Let James Earp Appraisal Service help you decide if you can get rid of your PMI
A 20% down payment is typically the standard when purchasing a home. The lender's risk is often only the difference between the home value and the sum outstanding on the loan, so the 20% provides a nice cushion against the expenses of foreclosure, selling the home again, and typical value fluctuations on the chance that a purchaser doesn't pay.
During the recent mortgage boom of the mid 2000s, it became common to see lenders taking down payments of 10, 5 or even 0 percent. How does a lender endure the added risk of the low down payment? The answer is Private Mortgage Insurance or PMI. PMI takes care of the lender in case a borrower is unable to pay on the loan and the worth of the property is less than what is owed on the loan.
Since the $40-$50 a month per $100,000 borrowed is lumped into the mortgage monthly payment and frequently isn't even tax deductible, PMI can be pricey to a borrower. It's advantageous for the lender because they acquire the money, and they receive payment if the borrower is unable to pay, unlike a piggyback loan where the lender takes in all the deficits.
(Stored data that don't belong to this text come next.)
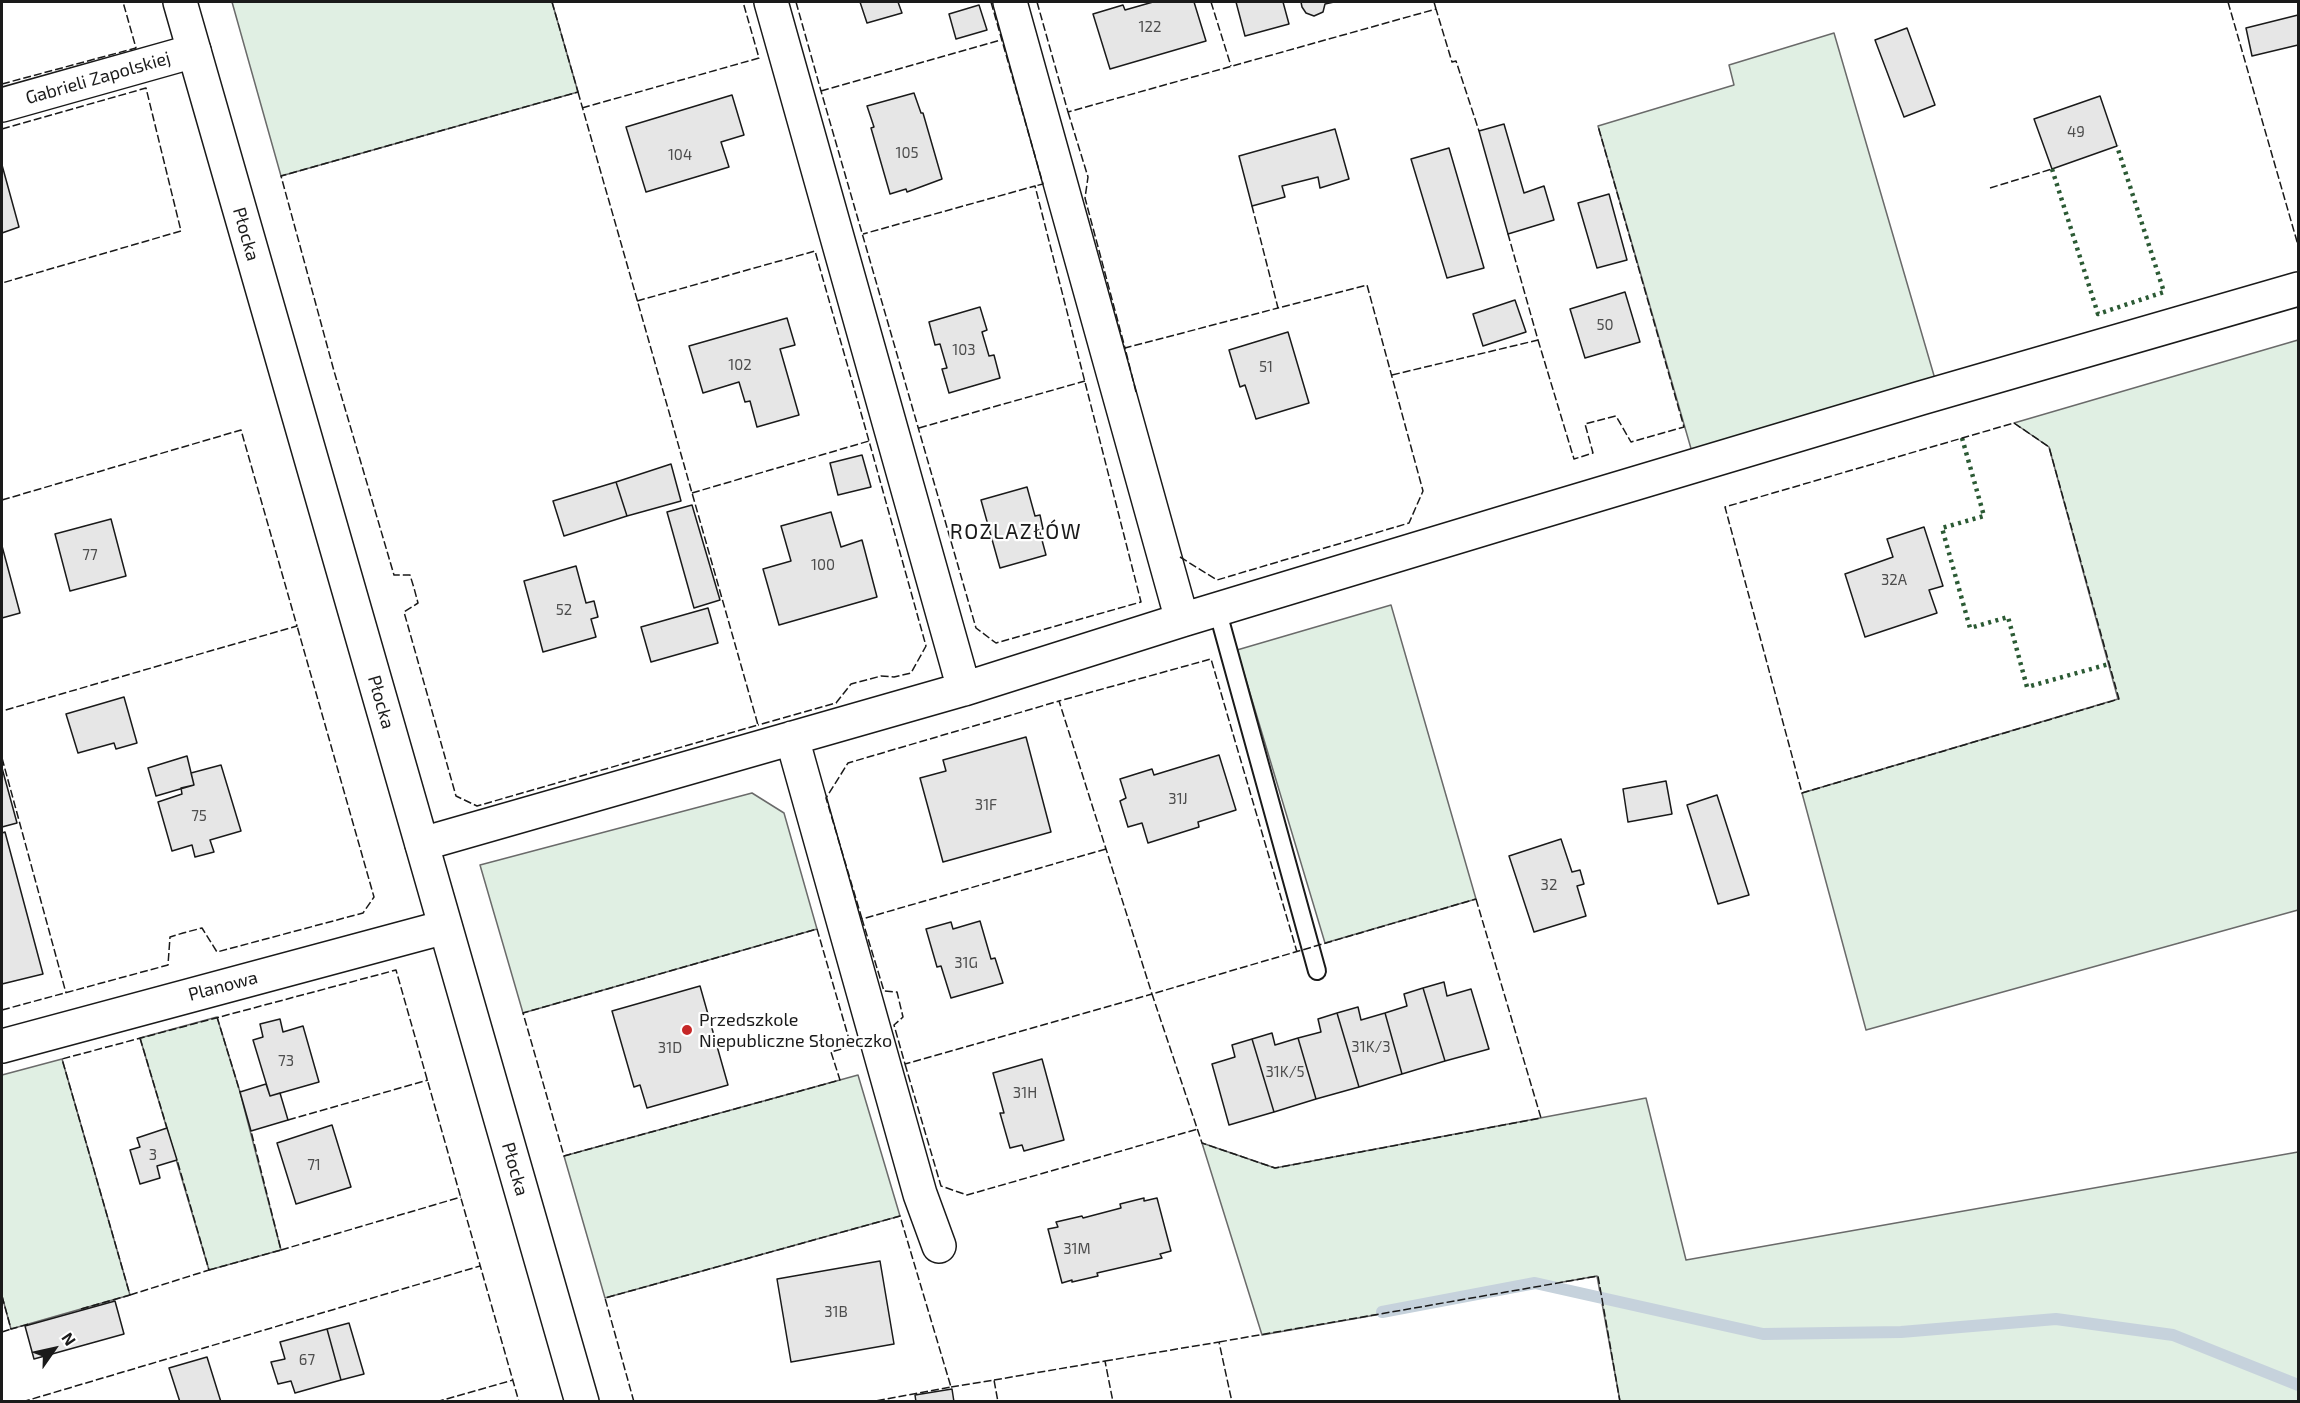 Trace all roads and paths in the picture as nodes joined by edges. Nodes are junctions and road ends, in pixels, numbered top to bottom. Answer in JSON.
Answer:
{"nodes":[{"id":1,"x":180,"y":2,"type":"edge"},
{"id":2,"x":771,"y":2,"type":"edge"},
{"id":3,"x":1011,"y":2,"type":"edge"},
{"id":4,"x":194,"y":51,"type":"junction"},
{"id":5,"x":2,"y":105,"type":"edge"},
{"id":6,"x":2298,"y":289,"type":"edge"},
{"id":7,"x":1217,"y":609,"type":"junction"},
{"id":8,"x":1182,"y":620,"type":"junction"},
{"id":9,"x":964,"y":689,"type":"junction"},
{"id":10,"x":792,"y":738,"type":"junction"},
{"id":11,"x":422,"y":844,"type":"junction"},
{"id":12,"x":446,"y":927,"type":"junction"},
{"id":13,"x":1317,"y":971,"type":"dead end"},
{"id":14,"x":2,"y":1046,"type":"edge"},
{"id":15,"x":939,"y":1246,"type":"dead end"},
{"id":16,"x":582,"y":1401,"type":"edge"}],
"edges":[{"from":1,"to":4,"type":"street","name":"Płocka"},
{"from":2,"to":9,"type":"street"},
{"from":3,"to":8,"type":"street"},
{"from":4,"to":5,"type":"street","name":"Gabrieli Zapolskiej"},
{"from":4,"to":11,"type":"street","name":"Płocka"},
{"from":6,"to":7,"type":"street"},
{"from":7,"to":8,"type":"street"},
{"from":7,"to":13,"type":"lane"},
{"from":8,"to":9,"type":"street"},
{"from":9,"to":10,"type":"street"},
{"from":10,"to":11,"type":"street"},
{"from":10,"to":15,"type":"street"},
{"from":11,"to":12,"type":"street","name":"Płocka"},
{"from":12,"to":14,"type":"street","name":"Planowa"},
{"from":12,"to":16,"type":"street","name":"Płocka"}]} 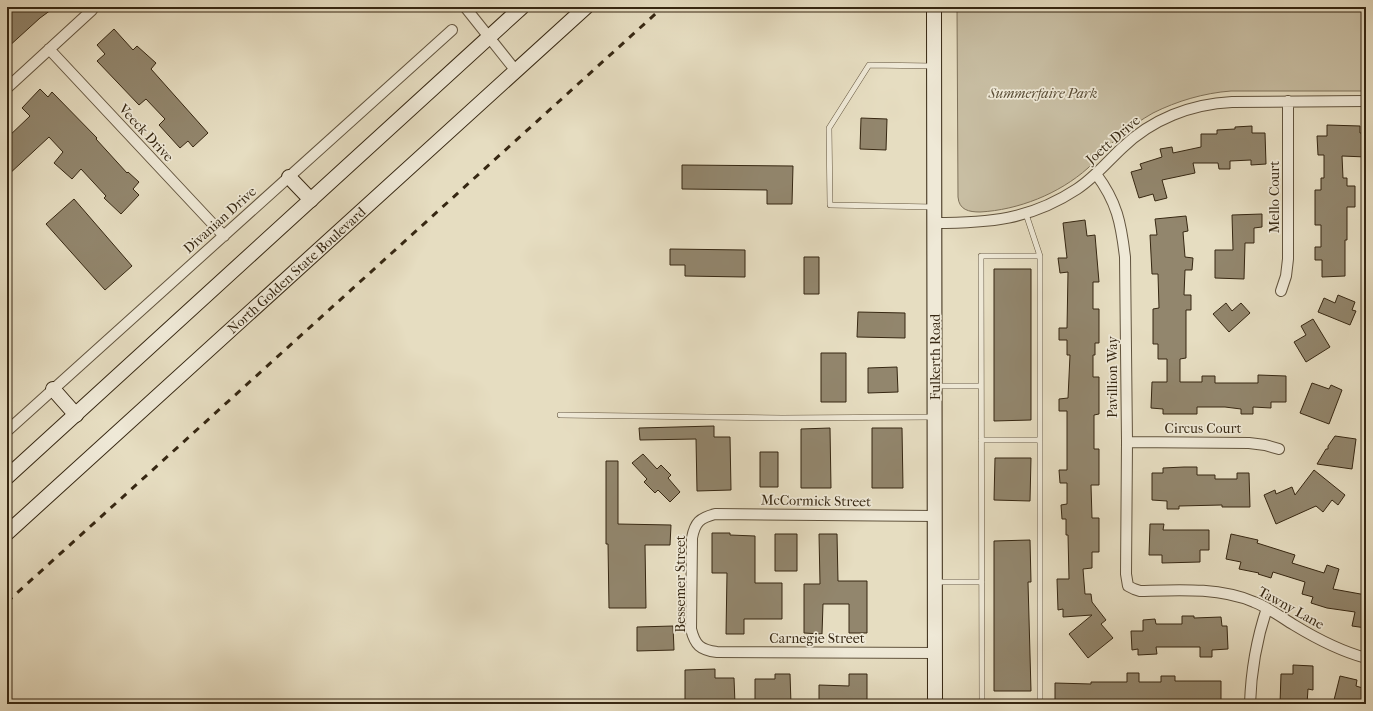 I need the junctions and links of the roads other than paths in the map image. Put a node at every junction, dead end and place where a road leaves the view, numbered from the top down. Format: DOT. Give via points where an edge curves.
graph roads {
  1 [pos="90,7"];
  2 [pos="465,7"];
  3 [pos="522,7"];
  4 [pos="586,7"];
  5 [pos="934,8"];
  6 [pos="452,30"];
  7 [pos="489,37"];
  8 [pos="49,49"];
  9 [pos="934,66"];
  10 [pos="516,71"];
  11 [pos="7,88"];
  12 [pos="1366,101"];
  13 [pos="1288,102"];
  14 [pos="1096,174"];
  15 [pos="289,177"];
  16 [pos="311,200"];
  17 [pos="934,207"];
  18 [pos="1026,214"];
  19 [pos="934,223"];
  20 [pos="224,236"];
  21 [pos="1040,256"];
  22 [pos="1281,291"];
  23 [pos="935,386"];
  24 [pos="981,386"];
  25 [pos="53,389"];
  26 [pos="76,415"];
  27 [pos="560,415"];
  28 [pos="935,417"];
  29 [pos="7,431"];
  30 [pos="981,440"];
  31 [pos="1040,440"];
  32 [pos="1126,442"];
  33 [pos="1279,449"];
  34 [pos="7,477"];
  35 [pos="935,516"];
  36 [pos="699,521"];
  37 [pos="7,533"];
  38 [pos="935,582"];
  39 [pos="982,582"];
  40 [pos="1128,586"];
  41 [pos="1267,608"];
  42 [pos="699,646"];
  43 [pos="935,653"];
  44 [pos="1366,658"];
  45 [pos="935,704"];
  46 [pos="982,704"];
  47 [pos="1040,704"];
  48 [pos="1250,704"];
  1 -- 8 [label="street" via="92,10"];
  2 -- 7 [label="street"];
  3 -- 7 [label="main road"];
  4 -- 10 [label="main road, North Golden State Boulevard"];
  5 -- 9 [label="main road, Fulkerth Road"];
  6 -- 15 [label="street, Divanian Drive"];
  7 -- 10 [label="street"];
  7 -- 16 [label="main road"];
  8 -- 11 [label="street"];
  8 -- 20 [label="street, Veeck Drive"];
  9 -- 17 [label="main road, Fulkerth Road"];
  9 -- 17 [label="lane" via="869,65 829,128 830,205"];
  10 -- 37 [label="main road, North Golden State Boulevard"];
  12 -- 13 [label="street, Joett Drive"];
  13 -- 14 [label="street, Joett Drive" via="1213,104 1172,115 1137,135"];
  13 -- 22 [label="street, Mello Court" via="1288,259"];
  14 -- 18 [label="street, Joett Drive" via="1078,189"];
  14 -- 32 [label="street, Pavillion Way" via="1116,209 1125,257"];
  15 -- 16 [label="main road"];
  15 -- 20 [label="street, Divanian Drive"];
  16 -- 26 [label="main road"];
  17 -- 19 [label="main road, Fulkerth Road"];
  18 -- 19 [label="street, Joett Drive" via="979,222"];
  18 -- 21 [label="lane"];
  19 -- 23 [label="main road, Fulkerth Road"];
  20 -- 25 [label="street, Divanian Drive"];
  21 -- 24 [label="lane" via="981,256"];
  21 -- 31 [label="lane"];
  23 -- 24 [label="lane"];
  23 -- 28 [label="main road, Fulkerth Road"];
  24 -- 30 [label="lane"];
  25 -- 26 [label="main road"];
  25 -- 29 [label="street, Divanian Drive"];
  26 -- 34 [label="main road"];
  27 -- 28 [label="lane"];
  28 -- 35 [label="main road, Fulkerth Road"];
  30 -- 31 [label="lane"];
  30 -- 39 [label="lane"];
  31 -- 47 [label="lane"];
  32 -- 33 [label="street, Circus Court" via="1250,443"];
  32 -- 40 [label="street, Pavillion Way"];
  35 -- 36 [label="street, McCormick Street" via="715,514"];
  35 -- 38 [label="main road, Fulkerth Road"];
  36 -- 42 [label="street, Bessemer Street" via="692,538 691,629"];
  38 -- 39 [label="lane"];
  38 -- 43 [label="main road, Fulkerth Road"];
  39 -- 46 [label="lane"];
  40 -- 41 [label="street, Tawny Lane" via="1140,591 1217,593 1242,598"];
  41 -- 44 [label="street, Tawny Lane" via="1340,650"];
  41 -- 48 [label="street" via="1253,670"];
  42 -- 43 [label="street, Carnegie Street" via="717,652"];
  43 -- 45 [label="main road, Fulkerth Road"];
} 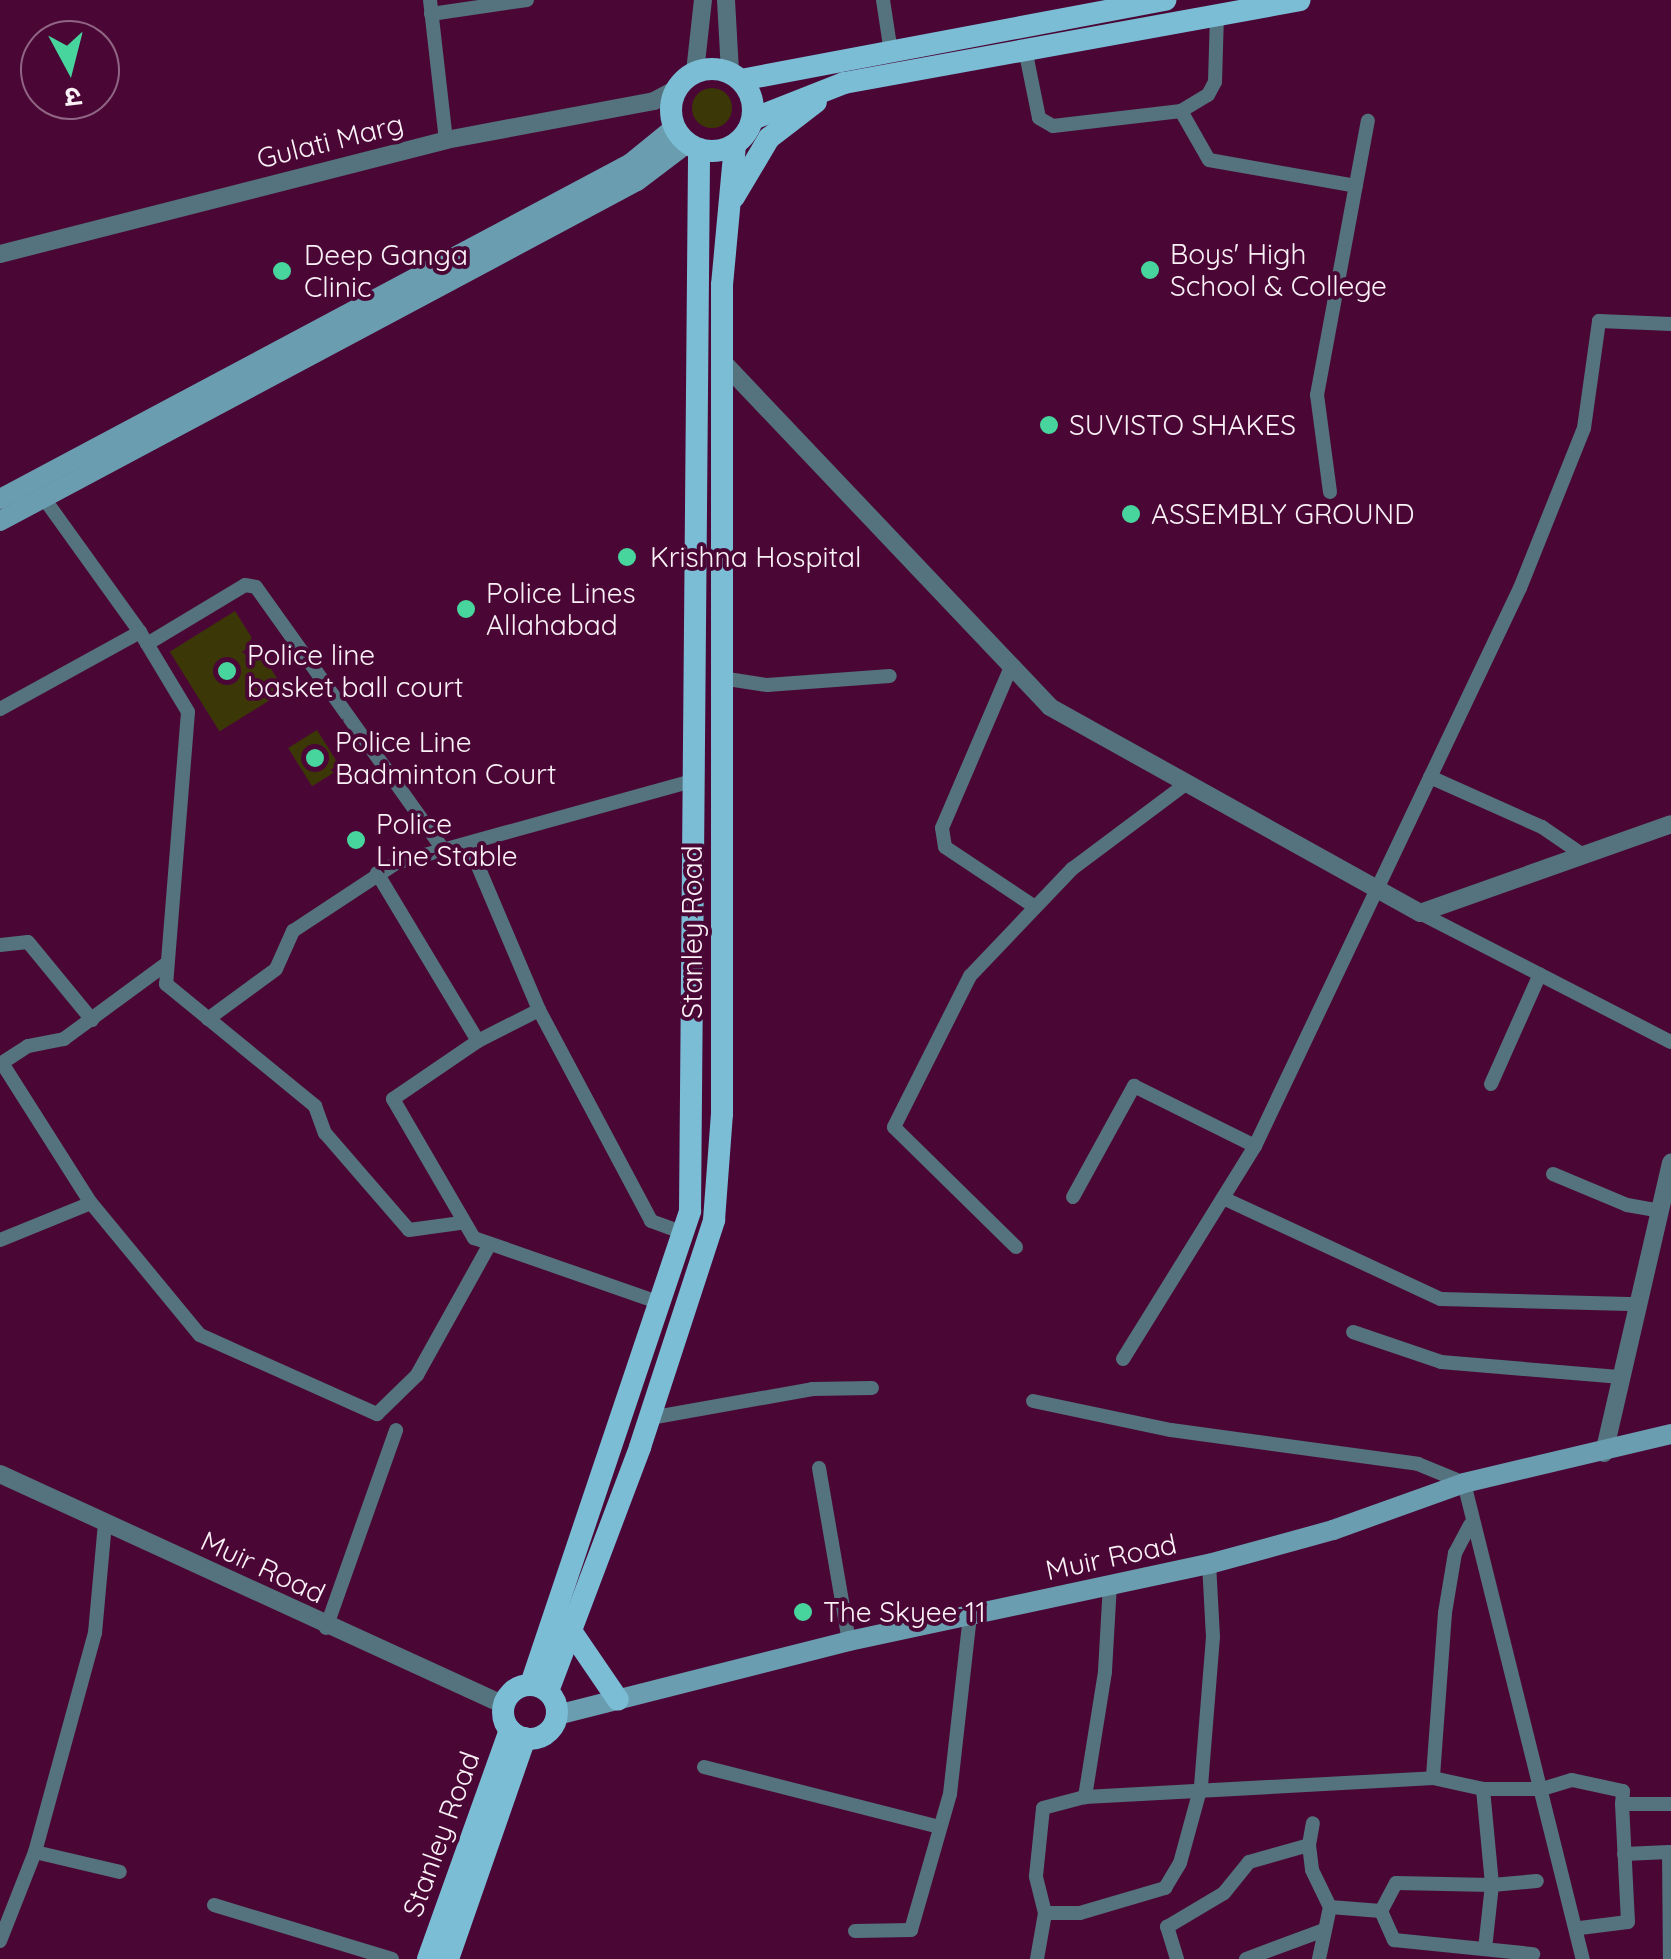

Does your monthly mortgage payment include PMI? Contact us, you may be able to save money by removing your PMI.
How can homeowners avoid paying PMI?
With the employment of The Homeowners Protection Act of 1998, on most loans lenders are required to automatically cease the PMI when the principal balance of the loan equals 78 percent of the primary loan amount. Savvy home owners can get off the hook a little earlier. The law pledges that, at the request of the home owner, the PMI must be released when the principal amount reaches just 80 percent.
It can take countless years to get to the point where the principal is only 20% of the initial amount of the loan, so it's important to know how your home has appreciated in value. After all, every bit of appreciation you've gained over the years counts towards abolishing PMI. So why pay it after your loan balance has dropped below the 80% mark? Your neighborhood might not be following the national trends and/or your home could have gained equity before things calmed down, so even when nationwide trends signify plummeting home values, you should understand that real estate is local.
The toughest thing for almost all home owners to understand is just when their home's equity rises above the 20% point. An accredited, licensed real estate appraiser can surely help. It's an appraiser's job to understand the market dynamics of their area. At James Earp Appraisal Service, we're masters at determining value trends in Raleigh, Wake County and surrounding areas, and we know when property values have risen or declined. Faced with information from an appraiser, the mortgage company will often drop the PMI with little anxiety. At which time, the home owner can delight in the savings from that point on.